▶ Material shown:
::::::::::

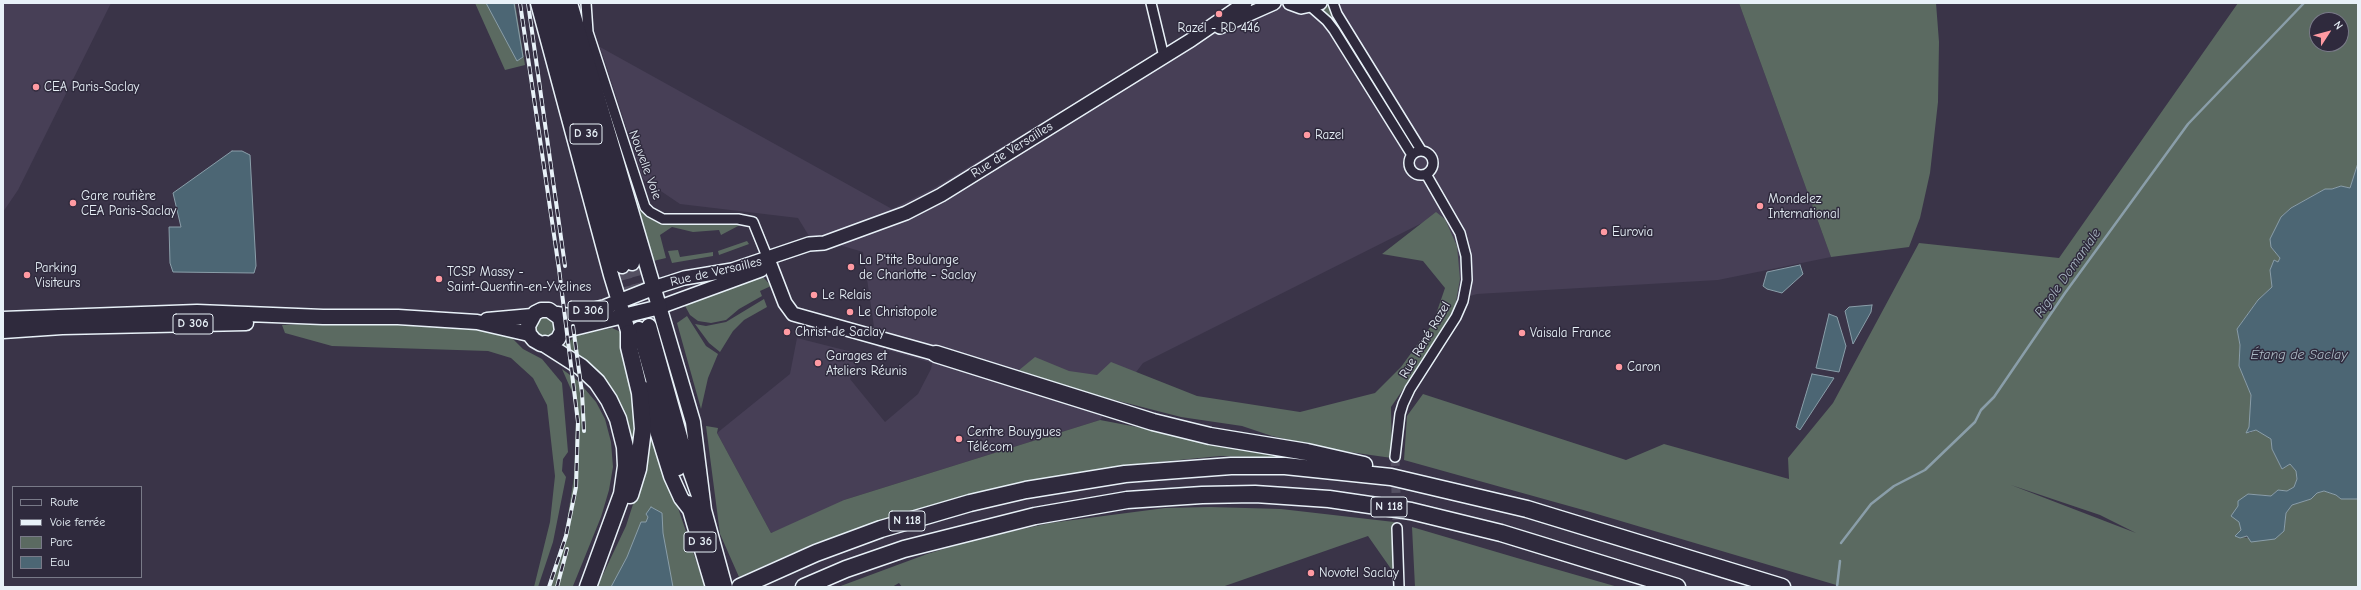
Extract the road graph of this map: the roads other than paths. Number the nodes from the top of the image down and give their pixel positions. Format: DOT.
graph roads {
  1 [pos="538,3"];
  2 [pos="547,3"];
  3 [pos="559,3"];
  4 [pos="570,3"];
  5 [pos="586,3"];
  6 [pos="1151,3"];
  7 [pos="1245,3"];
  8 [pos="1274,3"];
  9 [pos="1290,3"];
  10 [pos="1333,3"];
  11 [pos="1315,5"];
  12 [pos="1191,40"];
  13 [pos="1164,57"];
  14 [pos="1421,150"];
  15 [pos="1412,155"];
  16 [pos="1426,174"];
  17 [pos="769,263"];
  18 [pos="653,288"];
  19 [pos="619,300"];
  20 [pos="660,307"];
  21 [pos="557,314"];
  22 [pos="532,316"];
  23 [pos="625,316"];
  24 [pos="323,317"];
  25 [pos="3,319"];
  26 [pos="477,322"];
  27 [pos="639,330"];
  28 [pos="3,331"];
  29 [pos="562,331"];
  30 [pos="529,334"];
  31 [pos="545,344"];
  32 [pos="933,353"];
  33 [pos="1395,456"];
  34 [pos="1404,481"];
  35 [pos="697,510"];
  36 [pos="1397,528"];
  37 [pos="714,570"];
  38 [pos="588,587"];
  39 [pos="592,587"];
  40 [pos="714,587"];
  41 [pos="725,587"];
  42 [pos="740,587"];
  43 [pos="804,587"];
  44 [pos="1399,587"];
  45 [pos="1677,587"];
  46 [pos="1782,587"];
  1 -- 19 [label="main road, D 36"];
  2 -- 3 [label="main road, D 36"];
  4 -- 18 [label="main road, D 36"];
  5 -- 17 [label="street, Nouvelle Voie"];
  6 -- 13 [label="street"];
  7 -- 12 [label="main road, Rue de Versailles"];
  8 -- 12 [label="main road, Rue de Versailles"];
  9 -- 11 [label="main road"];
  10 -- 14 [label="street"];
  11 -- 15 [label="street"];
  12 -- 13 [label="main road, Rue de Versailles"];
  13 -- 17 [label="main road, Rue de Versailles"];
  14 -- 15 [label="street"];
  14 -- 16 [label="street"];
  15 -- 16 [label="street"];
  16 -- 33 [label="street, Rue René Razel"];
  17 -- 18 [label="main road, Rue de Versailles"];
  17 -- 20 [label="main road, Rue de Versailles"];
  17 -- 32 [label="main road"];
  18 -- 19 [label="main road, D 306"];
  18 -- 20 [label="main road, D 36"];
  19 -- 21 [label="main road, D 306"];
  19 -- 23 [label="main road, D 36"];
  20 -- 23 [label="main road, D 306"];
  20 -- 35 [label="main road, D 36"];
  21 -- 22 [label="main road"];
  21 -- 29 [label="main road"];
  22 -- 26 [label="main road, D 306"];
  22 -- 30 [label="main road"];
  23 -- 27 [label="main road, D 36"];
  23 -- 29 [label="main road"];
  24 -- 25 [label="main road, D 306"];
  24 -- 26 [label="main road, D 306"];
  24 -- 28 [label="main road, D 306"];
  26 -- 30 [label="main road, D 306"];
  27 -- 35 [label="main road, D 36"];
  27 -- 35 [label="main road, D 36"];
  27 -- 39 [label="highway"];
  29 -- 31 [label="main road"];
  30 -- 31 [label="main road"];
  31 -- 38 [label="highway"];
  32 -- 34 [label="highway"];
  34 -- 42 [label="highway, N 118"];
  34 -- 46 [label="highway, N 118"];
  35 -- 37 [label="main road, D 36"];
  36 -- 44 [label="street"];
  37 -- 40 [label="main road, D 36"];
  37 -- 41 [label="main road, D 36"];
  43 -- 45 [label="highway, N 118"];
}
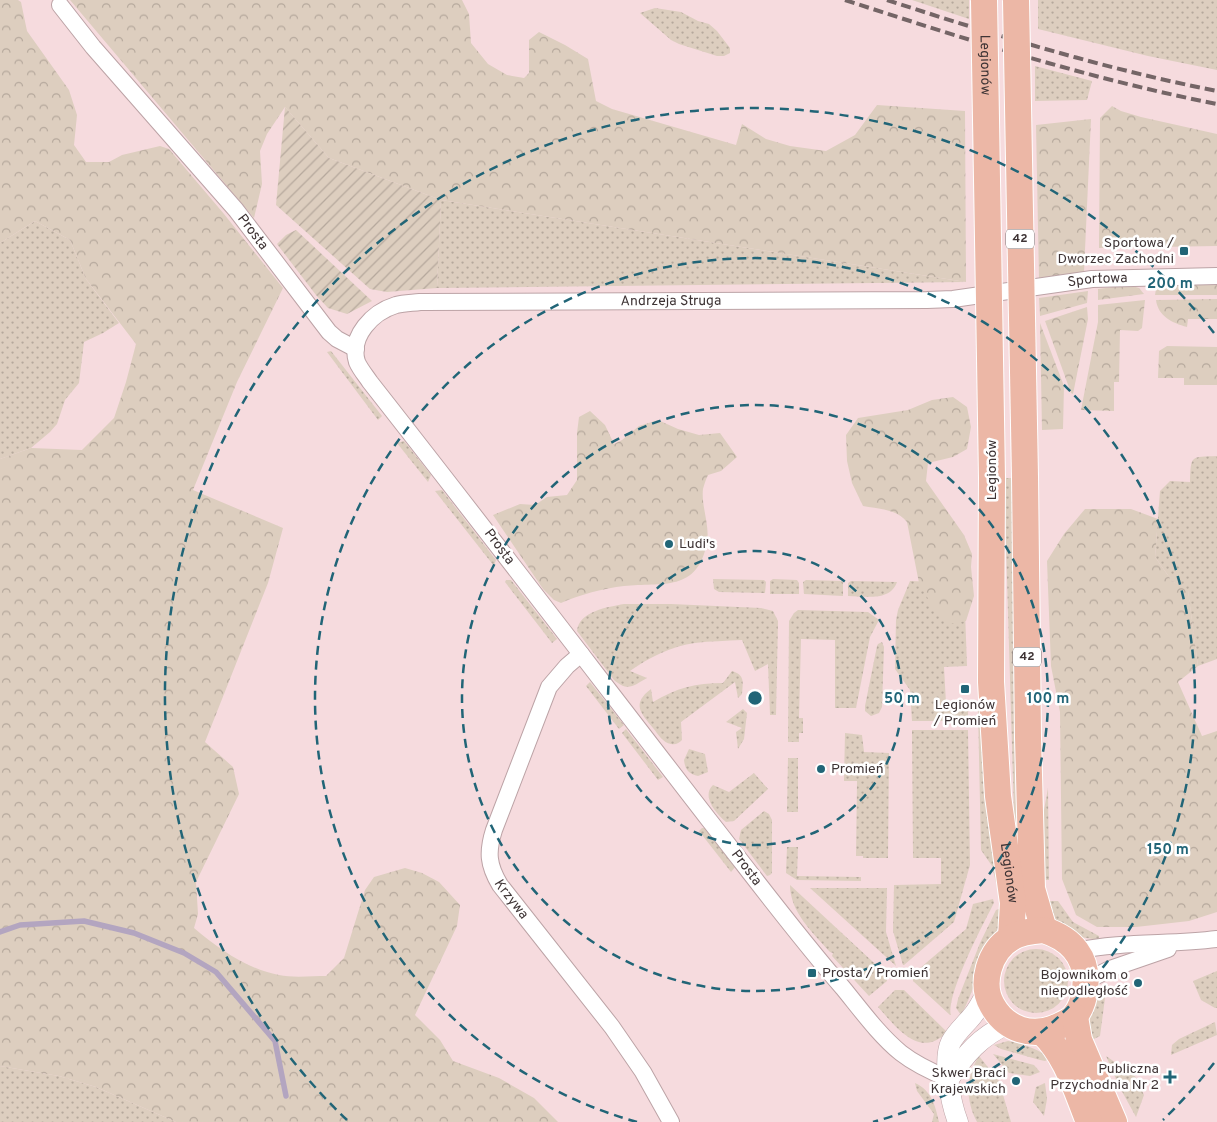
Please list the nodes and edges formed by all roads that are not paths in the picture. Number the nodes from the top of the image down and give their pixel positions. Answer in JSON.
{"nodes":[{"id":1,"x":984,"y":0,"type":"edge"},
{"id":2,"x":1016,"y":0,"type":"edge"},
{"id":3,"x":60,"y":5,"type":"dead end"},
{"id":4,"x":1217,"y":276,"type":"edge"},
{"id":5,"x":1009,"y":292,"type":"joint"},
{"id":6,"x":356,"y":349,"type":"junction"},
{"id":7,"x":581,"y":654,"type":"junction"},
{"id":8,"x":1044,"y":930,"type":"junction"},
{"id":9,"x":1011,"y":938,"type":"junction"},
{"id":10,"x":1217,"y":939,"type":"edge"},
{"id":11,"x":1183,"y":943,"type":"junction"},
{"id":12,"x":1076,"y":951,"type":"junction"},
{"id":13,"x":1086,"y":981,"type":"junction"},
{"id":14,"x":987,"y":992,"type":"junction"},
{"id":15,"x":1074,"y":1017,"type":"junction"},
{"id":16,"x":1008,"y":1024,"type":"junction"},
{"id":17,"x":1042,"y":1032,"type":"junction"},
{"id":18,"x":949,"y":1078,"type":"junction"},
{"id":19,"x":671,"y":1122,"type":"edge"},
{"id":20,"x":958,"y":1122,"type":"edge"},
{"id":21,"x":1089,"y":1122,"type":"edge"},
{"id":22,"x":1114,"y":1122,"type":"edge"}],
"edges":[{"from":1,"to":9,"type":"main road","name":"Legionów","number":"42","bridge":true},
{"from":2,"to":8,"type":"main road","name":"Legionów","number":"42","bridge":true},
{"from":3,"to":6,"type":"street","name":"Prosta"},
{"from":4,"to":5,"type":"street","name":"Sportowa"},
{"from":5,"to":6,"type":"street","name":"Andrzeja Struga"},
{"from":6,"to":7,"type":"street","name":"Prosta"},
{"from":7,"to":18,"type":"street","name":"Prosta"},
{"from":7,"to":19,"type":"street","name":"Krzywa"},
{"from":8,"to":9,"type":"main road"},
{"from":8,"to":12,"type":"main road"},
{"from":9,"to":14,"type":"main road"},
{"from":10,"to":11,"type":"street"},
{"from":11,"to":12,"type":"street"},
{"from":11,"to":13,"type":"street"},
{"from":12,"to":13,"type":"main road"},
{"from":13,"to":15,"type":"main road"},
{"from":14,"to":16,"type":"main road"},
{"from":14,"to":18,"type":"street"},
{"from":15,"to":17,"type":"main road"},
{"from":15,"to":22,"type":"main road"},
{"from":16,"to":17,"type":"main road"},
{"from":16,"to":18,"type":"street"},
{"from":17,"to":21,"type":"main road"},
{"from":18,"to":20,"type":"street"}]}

::::::::::

▶ Task item: Could you please return the entries above exactly, minus the pictures?

▶ Answer to the exercise:
Extract the road graph of this map: the roads other than paths. Number the nodes from the top of the image down and give their pixel positions. Format: DOT.
graph roads {
  1 [pos="538,3"];
  2 [pos="547,3"];
  3 [pos="559,3"];
  4 [pos="570,3"];
  5 [pos="586,3"];
  6 [pos="1151,3"];
  7 [pos="1245,3"];
  8 [pos="1274,3"];
  9 [pos="1290,3"];
  10 [pos="1333,3"];
  11 [pos="1315,5"];
  12 [pos="1191,40"];
  13 [pos="1164,57"];
  14 [pos="1421,150"];
  15 [pos="1412,155"];
  16 [pos="1426,174"];
  17 [pos="769,263"];
  18 [pos="653,288"];
  19 [pos="619,300"];
  20 [pos="660,307"];
  21 [pos="557,314"];
  22 [pos="532,316"];
  23 [pos="625,316"];
  24 [pos="323,317"];
  25 [pos="3,319"];
  26 [pos="477,322"];
  27 [pos="639,330"];
  28 [pos="3,331"];
  29 [pos="562,331"];
  30 [pos="529,334"];
  31 [pos="545,344"];
  32 [pos="933,353"];
  33 [pos="1395,456"];
  34 [pos="1404,481"];
  35 [pos="697,510"];
  36 [pos="1397,528"];
  37 [pos="714,570"];
  38 [pos="588,587"];
  39 [pos="592,587"];
  40 [pos="714,587"];
  41 [pos="725,587"];
  42 [pos="740,587"];
  43 [pos="804,587"];
  44 [pos="1399,587"];
  45 [pos="1677,587"];
  46 [pos="1782,587"];
  1 -- 19 [label="main road, D 36"];
  2 -- 3 [label="main road, D 36"];
  4 -- 18 [label="main road, D 36"];
  5 -- 17 [label="street, Nouvelle Voie"];
  6 -- 13 [label="street"];
  7 -- 12 [label="main road, Rue de Versailles"];
  8 -- 12 [label="main road, Rue de Versailles"];
  9 -- 11 [label="main road"];
  10 -- 14 [label="street"];
  11 -- 15 [label="street"];
  12 -- 13 [label="main road, Rue de Versailles"];
  13 -- 17 [label="main road, Rue de Versailles"];
  14 -- 15 [label="street"];
  14 -- 16 [label="street"];
  15 -- 16 [label="street"];
  16 -- 33 [label="street, Rue René Razel"];
  17 -- 18 [label="main road, Rue de Versailles"];
  17 -- 20 [label="main road, Rue de Versailles"];
  17 -- 32 [label="main road"];
  18 -- 19 [label="main road, D 306"];
  18 -- 20 [label="main road, D 36"];
  19 -- 21 [label="main road, D 306"];
  19 -- 23 [label="main road, D 36"];
  20 -- 23 [label="main road, D 306"];
  20 -- 35 [label="main road, D 36"];
  21 -- 22 [label="main road"];
  21 -- 29 [label="main road"];
  22 -- 26 [label="main road, D 306"];
  22 -- 30 [label="main road"];
  23 -- 27 [label="main road, D 36"];
  23 -- 29 [label="main road"];
  24 -- 25 [label="main road, D 306"];
  24 -- 26 [label="main road, D 306"];
  24 -- 28 [label="main road, D 306"];
  26 -- 30 [label="main road, D 306"];
  27 -- 35 [label="main road, D 36"];
  27 -- 35 [label="main road, D 36"];
  27 -- 39 [label="highway"];
  29 -- 31 [label="main road"];
  30 -- 31 [label="main road"];
  31 -- 38 [label="highway"];
  32 -- 34 [label="highway"];
  34 -- 42 [label="highway, N 118"];
  34 -- 46 [label="highway, N 118"];
  35 -- 37 [label="main road, D 36"];
  36 -- 44 [label="street"];
  37 -- 40 [label="main road, D 36"];
  37 -- 41 [label="main road, D 36"];
  43 -- 45 [label="highway, N 118"];
}
Please list the nodes and edges formed by all roads that are not paths in the picture. Number the nodes from the top of the image down and give their pixel positions. Answer in JSON.
{"nodes":[{"id":1,"x":984,"y":0,"type":"edge"},
{"id":2,"x":1016,"y":0,"type":"edge"},
{"id":3,"x":60,"y":5,"type":"dead end"},
{"id":4,"x":1217,"y":276,"type":"edge"},
{"id":5,"x":1009,"y":292,"type":"joint"},
{"id":6,"x":356,"y":349,"type":"junction"},
{"id":7,"x":581,"y":654,"type":"junction"},
{"id":8,"x":1044,"y":930,"type":"junction"},
{"id":9,"x":1011,"y":938,"type":"junction"},
{"id":10,"x":1217,"y":939,"type":"edge"},
{"id":11,"x":1183,"y":943,"type":"junction"},
{"id":12,"x":1076,"y":951,"type":"junction"},
{"id":13,"x":1086,"y":981,"type":"junction"},
{"id":14,"x":987,"y":992,"type":"junction"},
{"id":15,"x":1074,"y":1017,"type":"junction"},
{"id":16,"x":1008,"y":1024,"type":"junction"},
{"id":17,"x":1042,"y":1032,"type":"junction"},
{"id":18,"x":949,"y":1078,"type":"junction"},
{"id":19,"x":671,"y":1122,"type":"edge"},
{"id":20,"x":958,"y":1122,"type":"edge"},
{"id":21,"x":1089,"y":1122,"type":"edge"},
{"id":22,"x":1114,"y":1122,"type":"edge"}],
"edges":[{"from":1,"to":9,"type":"main road","name":"Legionów","number":"42","bridge":true},
{"from":2,"to":8,"type":"main road","name":"Legionów","number":"42","bridge":true},
{"from":3,"to":6,"type":"street","name":"Prosta"},
{"from":4,"to":5,"type":"street","name":"Sportowa"},
{"from":5,"to":6,"type":"street","name":"Andrzeja Struga"},
{"from":6,"to":7,"type":"street","name":"Prosta"},
{"from":7,"to":18,"type":"street","name":"Prosta"},
{"from":7,"to":19,"type":"street","name":"Krzywa"},
{"from":8,"to":9,"type":"main road"},
{"from":8,"to":12,"type":"main road"},
{"from":9,"to":14,"type":"main road"},
{"from":10,"to":11,"type":"street"},
{"from":11,"to":12,"type":"street"},
{"from":11,"to":13,"type":"street"},
{"from":12,"to":13,"type":"main road"},
{"from":13,"to":15,"type":"main road"},
{"from":14,"to":16,"type":"main road"},
{"from":14,"to":18,"type":"street"},
{"from":15,"to":17,"type":"main road"},
{"from":15,"to":22,"type":"main road"},
{"from":16,"to":17,"type":"main road"},
{"from":16,"to":18,"type":"street"},
{"from":17,"to":21,"type":"main road"},
{"from":18,"to":20,"type":"street"}]}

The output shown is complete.